Asian schools do tracking from an early age. But they also much more career opportunities and school options. It seems like American education is either get advanced degrees, be a college graduate, be a high school graduate, or be a dropout.
The expectation of high effort and achievement I think is a huge motivational factor for anyone. A great teacher I think instills both a high demand on/in the student and a faith on/in the student that they can indeed succeed.
I hope no one’s too depressed by that youtube video. I would note that a lot of people in the world, while they may not have access to the privileges we enjoy, they do seem to enjoy life a lot more. In becoming industrialized and high achieving countries, we seem to have lost the innate capacity to enjoy life.

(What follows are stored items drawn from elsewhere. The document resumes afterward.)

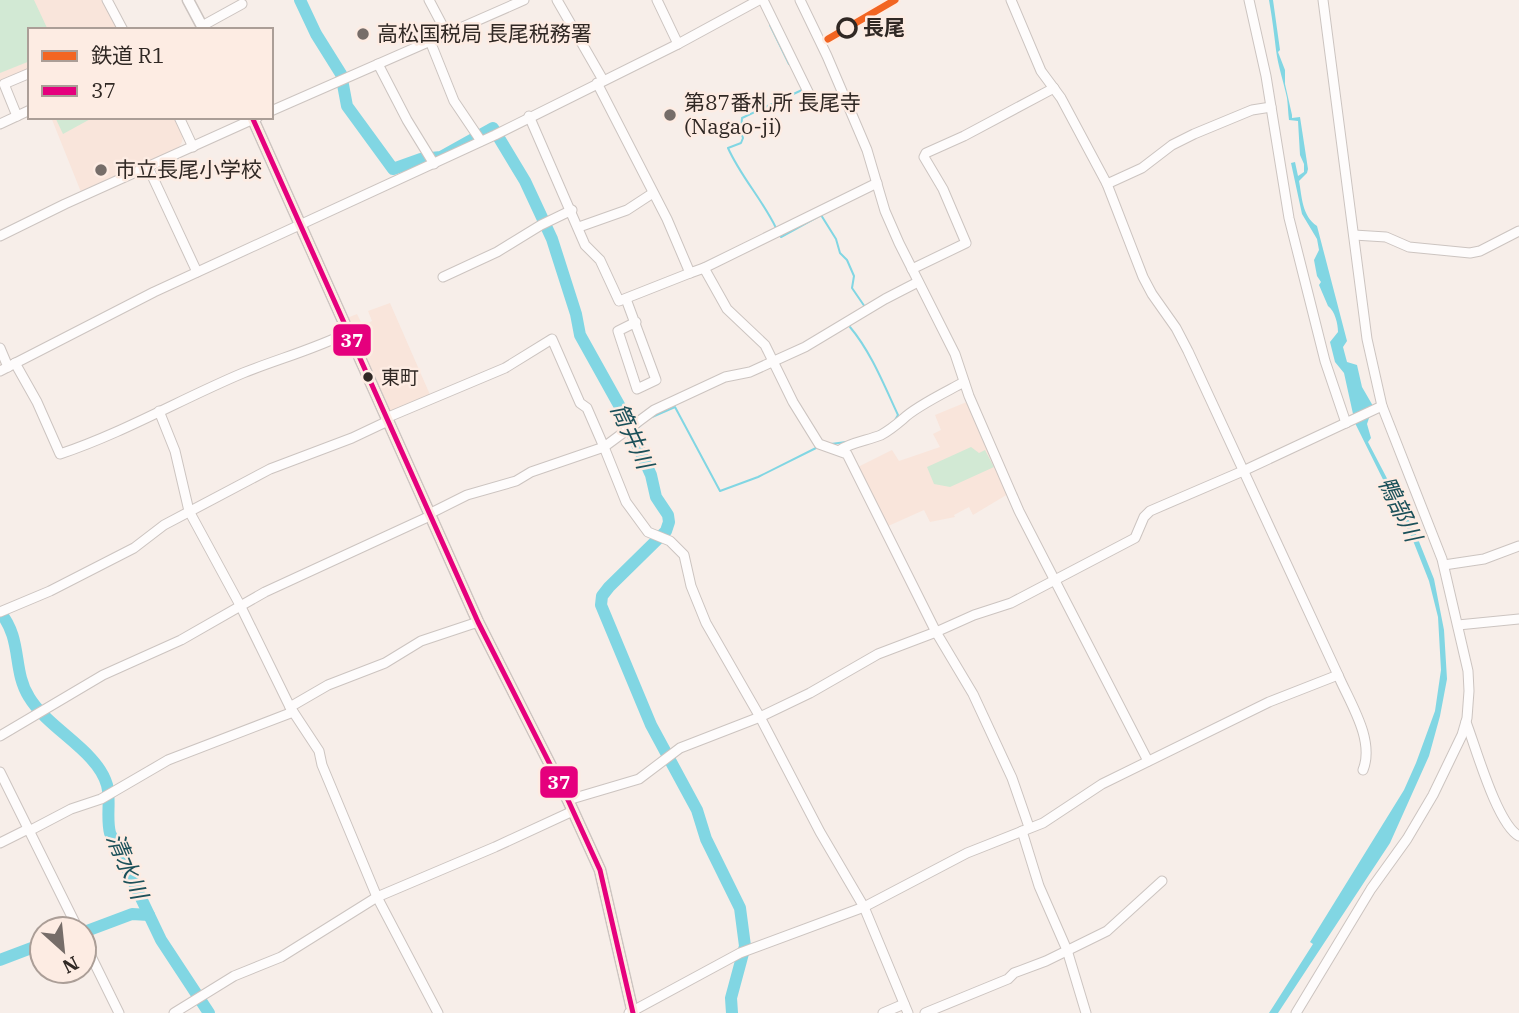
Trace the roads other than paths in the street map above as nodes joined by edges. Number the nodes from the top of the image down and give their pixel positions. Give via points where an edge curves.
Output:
1 (107, 0) edge
2 (188, 0) edge
3 (429, 0) edge
4 (524, 0) edge
5 (557, 0) edge
6 (657, 0) edge
7 (761, 0) edge
8 (800, 0) edge
9 (1011, 0) edge
10 (1249, 0) edge
11 (1323, 0) edge
12 (242, 4) dead end
13 (122, 28) edge
14 (203, 28) edge
15 (446, 34) junction
16 (430, 41) junction
17 (678, 44) junction
18 (378, 64) junction
19 (28, 74) edge
20 (600, 82) junction
21 (1054, 88) junction
22 (814, 104) dead end
23 (1270, 107) junction
24 (273, 110) edge
25 (28, 111) edge
26 (18, 116) junction
27 (529, 116) junction
28 (180, 119) edge
29 (253, 119) edge
30 (255, 119) edge
31 (0, 124) edge
32 (478, 137) junction
33 (193, 147) junction
34 (434, 164) junction
35 (148, 167) junction
36 (877, 183) junction
37 (1107, 184) junction
38 (653, 193) junction
39 (572, 210) junction
40 (300, 223) junction
41 (579, 227) junction
42 (1519, 231) edge
43 (1354, 235) junction
44 (0, 236) edge
45 (704, 268) junction
46 (912, 269) junction
47 (197, 272) junction
48 (690, 273) junction
49 (443, 277) dead end
50 (918, 282) junction
51 (626, 299) junction
52 (636, 322) junction
53 (349, 332) junction
54 (0, 348) edge
55 (773, 362) junction
56 (8, 367) edge
57 (964, 382) junction
58 (1380, 407) junction
59 (159, 411) junction
60 (387, 419) junction
61 (1348, 422) junction
62 (604, 447) junction
63 (840, 450) junction
64 (1243, 471) junction
65 (189, 511) junction
66 (429, 515) junction
67 (1519, 546) edge
68 (1444, 565) junction
69 (1053, 579) junction
70 (240, 605) junction
71 (3, 611) edge
72 (1519, 619) edge
73 (478, 622) junction
74 (1458, 625) junction
75 (936, 632) junction
76 (1338, 675) junction
77 (291, 709) junction
78 (761, 717) junction
79 (1466, 722) junction
80 (0, 736) edge
81 (1148, 761) junction
82 (1363, 770) dead end
83 (0, 772) edge
84 (570, 806) junction
85 (1026, 829) junction
86 (28, 830) junction
87 (1519, 836) edge
88 (0, 843) edge
89 (1162, 881) dead end
90 (377, 897) junction
91 (864, 907) junction
92 (71, 915) edge
93 (1068, 950) junction
94 (98, 970) edge
95 (906, 1009) edge
96 (119, 1013) edge
97 (174, 1013) edge
98 (438, 1013) edge
99 (631, 1013) edge
100 (883, 1013) edge
101 (925, 1013) edge
102 (1086, 1013) edge
103 (1296, 1013) edge

1 - 13 street
2 - 14 main road
3 - 15 street
4 - 15 street
5 - 20 street
6 - 17 street
7 - 17 street
7 - 22 street
8 - 36 street via 848,102
9 - 21 street via 1041,71
10 - 23 street
11 - 43 street
12 - 14 street
15 - 16 street
16 - 18 street
16 - 32 street via 454,102
17 - 20 street
18 - 24 street
18 - 34 street
19 - 26 street via 4,84
20 - 27 street
20 - 38 street
21 - 37 street
21 - 46 street via 926,153 966,243
23 - 37 street via 1194,134 1143,168
23 - 61 street via 1289,218 1325,361
25 - 26 street
26 - 31 street
27 - 32 street via 495,135
27 - 39 street
28 - 33 street
29 - 33 street
30 - 40 main road
32 - 34 street
33 - 35 street
34 - 40 street
35 - 44 street
35 - 47 street
36 - 45 street
36 - 46 street
37 - 64 street via 1143,277 1182,340
38 - 41 street via 627,210
38 - 48 street
39 - 41 street
39 - 49 street
40 - 47 street
40 - 53 main road
41 - 51 street via 619,301
42 - 43 street via 1471,253
43 - 58 street
45 - 48 street
45 - 55 street via 727,309 758,337
46 - 50 street
47 - 56 street
48 - 51 street
50 - 55 street via 824,338
50 - 57 street via 955,354
51 - 52 street
52 - 52 street via 618,331 618,337 637,388 656,380
53 - 59 street
53 - 60 main road
54 - 56 street
55 - 62 street via 725,377 643,417
55 - 63 street via 819,444
56 - 59 street via 37,402 60,454
57 - 63 street via 899,425
57 - 69 street
58 - 61 street
58 - 68 street
59 - 65 street via 175,451
60 - 62 street via 505,368 552,339
60 - 65 street via 352,438 270,469
60 - 66 main road
61 - 64 street
62 - 66 street via 467,495
62 - 78 street via 621,494 643,527 680,548 698,607
63 - 75 street via 856,471
64 - 69 street via 1150,511 1135,538
64 - 76 street
65 - 70 street
65 - 71 street via 134,548
66 - 70 street
66 - 73 main road
67 - 68 street via 1484,559
68 - 74 street
69 - 75 street via 1011,603
69 - 81 street
70 - 77 street
70 - 80 street via 103,675
72 - 74 street
73 - 77 street via 421,641 385,663 328,685
73 - 84 main road
74 - 79 street via 1468,671
75 - 78 street via 878,654
75 - 85 street via 974,694 1012,778
76 - 81 street via 1269,702
76 - 82 street via 1366,742
77 - 86 street via 167,760 101,799
77 - 90 street via 319,751
78 - 84 street via 672,753 639,779
78 - 91 street
79 - 87 street via 1497,803 1509,828
79 - 103 street via 1433,796
81 - 85 street via 1102,784 1044,823
83 - 86 street
84 - 90 street via 505,843
84 - 99 main road via 600,870
85 - 91 street via 944,863
85 - 93 street via 1039,886
86 - 88 street
86 - 92 street
89 - 93 street via 1107,931
90 - 97 street via 281,957 234,976
90 - 98 street
91 - 95 street
91 - 99 street via 744,952
93 - 101 street
93 - 102 street
94 - 96 street
95 - 100 street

A really good piece going into the details about KIPP Schools. I’m a little disheartened about the idea of documentaries and news as sources of entertainment. They’re great at building momentum and spreading awareness. But that’s really step 1 of many. Let’s use this information to actually make changes and take action. But then again, here I am writing a blog post.

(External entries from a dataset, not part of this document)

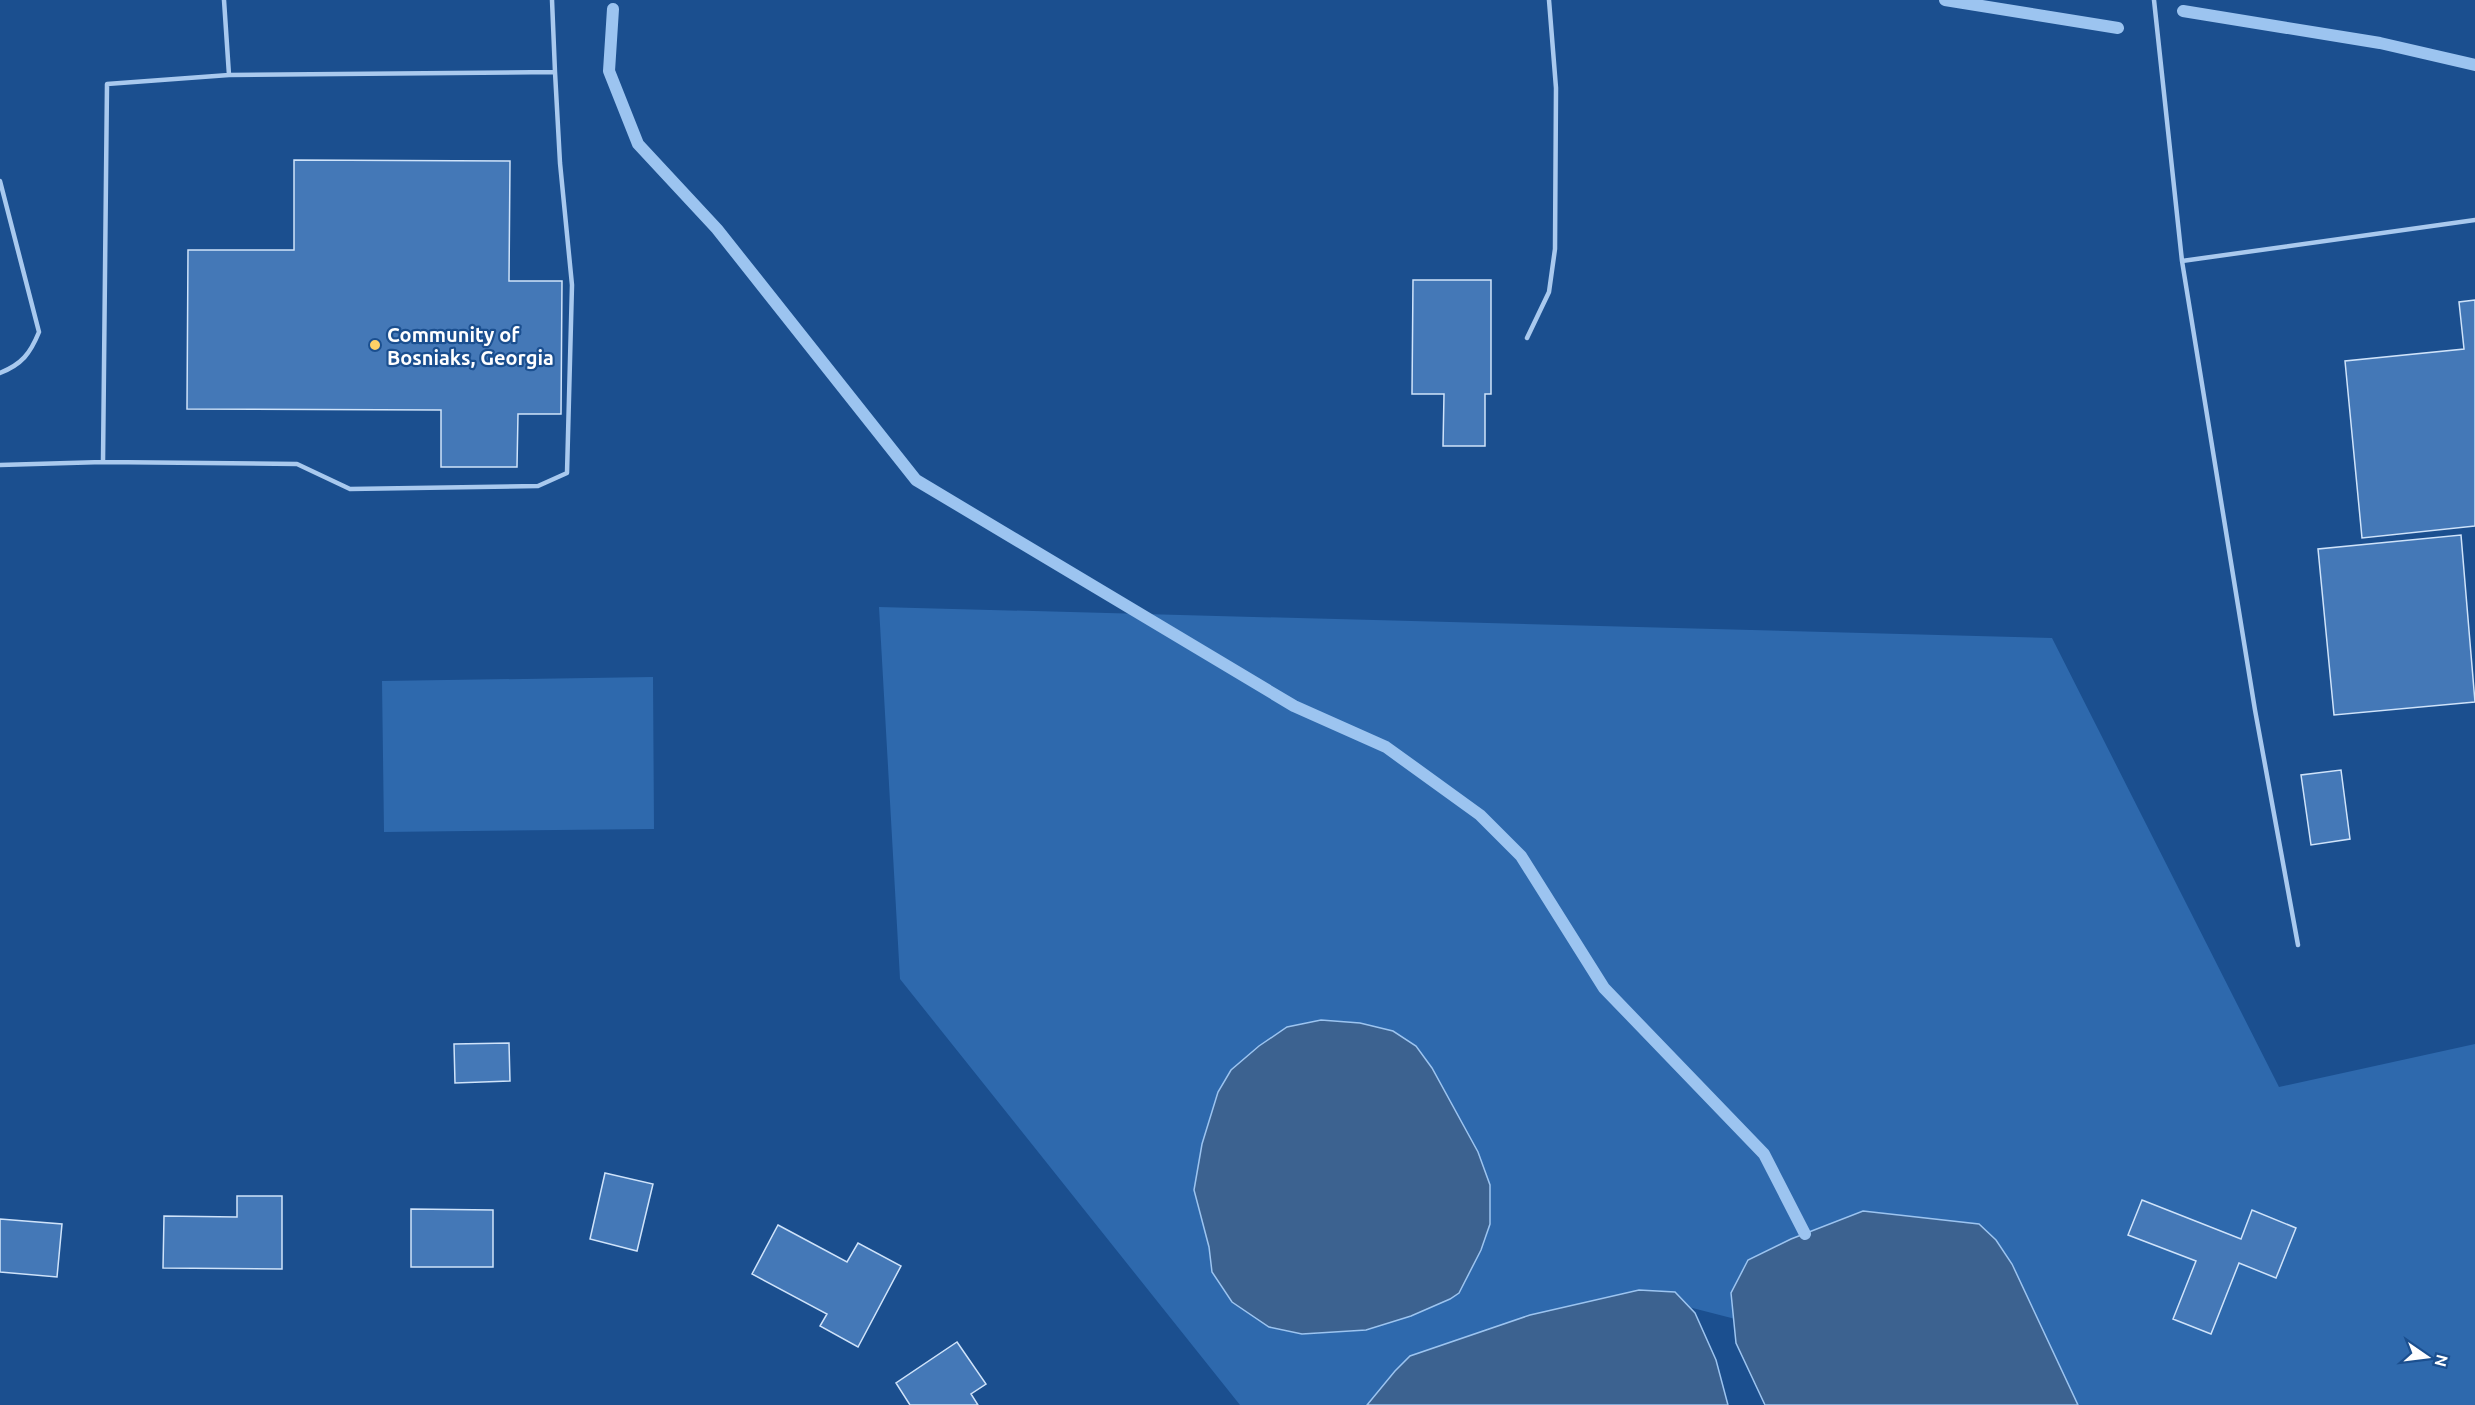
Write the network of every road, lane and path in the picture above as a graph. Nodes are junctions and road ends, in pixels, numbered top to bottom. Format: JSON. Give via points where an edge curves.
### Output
{"nodes":[{"id":1,"x":224,"y":0,"type":"edge"},
{"id":2,"x":552,"y":0,"type":"edge"},
{"id":3,"x":1549,"y":0,"type":"edge"},
{"id":4,"x":2154,"y":0,"type":"edge"},
{"id":5,"x":555,"y":72,"type":"junction"},
{"id":6,"x":229,"y":75,"type":"junction"},
{"id":7,"x":0,"y":181,"type":"edge"},
{"id":8,"x":2475,"y":220,"type":"edge"},
{"id":9,"x":2182,"y":261,"type":"junction"},
{"id":10,"x":1527,"y":338,"type":"dead end"},
{"id":11,"x":0,"y":373,"type":"edge"},
{"id":12,"x":103,"y":462,"type":"junction"},
{"id":13,"x":0,"y":465,"type":"edge"},
{"id":14,"x":2298,"y":945,"type":"dead end"}],
"edges":[{"from":1,"to":6,"type":"lane"},
{"from":2,"to":5,"type":"lane"},
{"from":3,"to":10,"type":"lane","via":[[1556,88],[1556,249],[1549,292]]},
{"from":4,"to":9,"type":"lane"},
{"from":5,"to":6,"type":"lane"},
{"from":5,"to":12,"type":"lane","via":[[572,285],[567,474],[538,486],[350,489],[297,464]]},
{"from":6,"to":12,"type":"lane","via":[[107,84]]},
{"from":7,"to":11,"type":"lane","via":[[39,332],[31,351],[14,367]]},
{"from":8,"to":9,"type":"lane"},
{"from":9,"to":14,"type":"lane","via":[[2254,710]]},
{"from":12,"to":13,"type":"lane"}]}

This is the longest post I’ve written here with over 2k words. I want to improve my writing. I apologize if this was a horrible read. Previously, I tried to cut the # of words to as little as possible. But I feel like that also came off as lifeless. Now, I’m trying to balance detail and keeping it interesting. Ideally, a post should only have 1 central message, but I feel like this one has at least 2 or 3.
I’ve been meaning to write more, but I’m pressed for time. Weekdays and weekends blur together now as my project tasks only grow. I also lost some of my previous writings which was pretty discouraging.
I planned to write about my RV, but I couldn’t get by without writing about this first.